* **Work to complete**
Provide a verbatim copy of the data below.

* **Data in this exercise**

....................

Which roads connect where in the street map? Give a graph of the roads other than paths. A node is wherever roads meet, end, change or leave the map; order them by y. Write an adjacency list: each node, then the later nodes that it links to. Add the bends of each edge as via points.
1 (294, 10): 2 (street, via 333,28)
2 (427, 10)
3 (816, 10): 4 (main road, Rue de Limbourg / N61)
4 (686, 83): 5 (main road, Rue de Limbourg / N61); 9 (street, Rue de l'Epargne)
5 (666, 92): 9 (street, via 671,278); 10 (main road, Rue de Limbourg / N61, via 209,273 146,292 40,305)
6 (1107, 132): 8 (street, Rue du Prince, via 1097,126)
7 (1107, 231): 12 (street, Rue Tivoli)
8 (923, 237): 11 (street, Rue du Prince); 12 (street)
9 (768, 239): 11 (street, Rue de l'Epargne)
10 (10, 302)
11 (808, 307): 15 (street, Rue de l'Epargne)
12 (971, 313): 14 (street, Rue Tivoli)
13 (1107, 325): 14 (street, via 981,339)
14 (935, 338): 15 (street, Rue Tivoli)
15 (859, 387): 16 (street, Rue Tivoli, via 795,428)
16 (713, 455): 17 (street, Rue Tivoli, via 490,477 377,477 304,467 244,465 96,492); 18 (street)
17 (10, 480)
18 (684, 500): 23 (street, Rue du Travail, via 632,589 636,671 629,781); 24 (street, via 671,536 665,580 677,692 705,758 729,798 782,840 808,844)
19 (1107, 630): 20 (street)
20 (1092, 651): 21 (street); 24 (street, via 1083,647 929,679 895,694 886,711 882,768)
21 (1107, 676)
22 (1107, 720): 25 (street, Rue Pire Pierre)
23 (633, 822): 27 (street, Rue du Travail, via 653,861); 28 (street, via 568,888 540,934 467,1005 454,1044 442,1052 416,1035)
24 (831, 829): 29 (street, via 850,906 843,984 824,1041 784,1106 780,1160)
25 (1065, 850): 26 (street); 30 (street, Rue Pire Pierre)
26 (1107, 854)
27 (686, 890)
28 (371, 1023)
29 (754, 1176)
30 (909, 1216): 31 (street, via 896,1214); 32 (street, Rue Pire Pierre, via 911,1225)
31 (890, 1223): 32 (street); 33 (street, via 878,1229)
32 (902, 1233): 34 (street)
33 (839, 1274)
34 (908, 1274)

....................

* **Output of the exercise**
Which roads connect where in the street map? Give a graph of the roads other than paths. A node is wherever roads meet, end, change or leave the map; order them by y. Write an adjacency list: each node, then the later nodes that it links to. Add the bends of each edge as via points.
1 (294, 10): 2 (street, via 333,28)
2 (427, 10)
3 (816, 10): 4 (main road, Rue de Limbourg / N61)
4 (686, 83): 5 (main road, Rue de Limbourg / N61); 9 (street, Rue de l'Epargne)
5 (666, 92): 9 (street, via 671,278); 10 (main road, Rue de Limbourg / N61, via 209,273 146,292 40,305)
6 (1107, 132): 8 (street, Rue du Prince, via 1097,126)
7 (1107, 231): 12 (street, Rue Tivoli)
8 (923, 237): 11 (street, Rue du Prince); 12 (street)
9 (768, 239): 11 (street, Rue de l'Epargne)
10 (10, 302)
11 (808, 307): 15 (street, Rue de l'Epargne)
12 (971, 313): 14 (street, Rue Tivoli)
13 (1107, 325): 14 (street, via 981,339)
14 (935, 338): 15 (street, Rue Tivoli)
15 (859, 387): 16 (street, Rue Tivoli, via 795,428)
16 (713, 455): 17 (street, Rue Tivoli, via 490,477 377,477 304,467 244,465 96,492); 18 (street)
17 (10, 480)
18 (684, 500): 23 (street, Rue du Travail, via 632,589 636,671 629,781); 24 (street, via 671,536 665,580 677,692 705,758 729,798 782,840 808,844)
19 (1107, 630): 20 (street)
20 (1092, 651): 21 (street); 24 (street, via 1083,647 929,679 895,694 886,711 882,768)
21 (1107, 676)
22 (1107, 720): 25 (street, Rue Pire Pierre)
23 (633, 822): 27 (street, Rue du Travail, via 653,861); 28 (street, via 568,888 540,934 467,1005 454,1044 442,1052 416,1035)
24 (831, 829): 29 (street, via 850,906 843,984 824,1041 784,1106 780,1160)
25 (1065, 850): 26 (street); 30 (street, Rue Pire Pierre)
26 (1107, 854)
27 (686, 890)
28 (371, 1023)
29 (754, 1176)
30 (909, 1216): 31 (street, via 896,1214); 32 (street, Rue Pire Pierre, via 911,1225)
31 (890, 1223): 32 (street); 33 (street, via 878,1229)
32 (902, 1233): 34 (street)
33 (839, 1274)
34 (908, 1274)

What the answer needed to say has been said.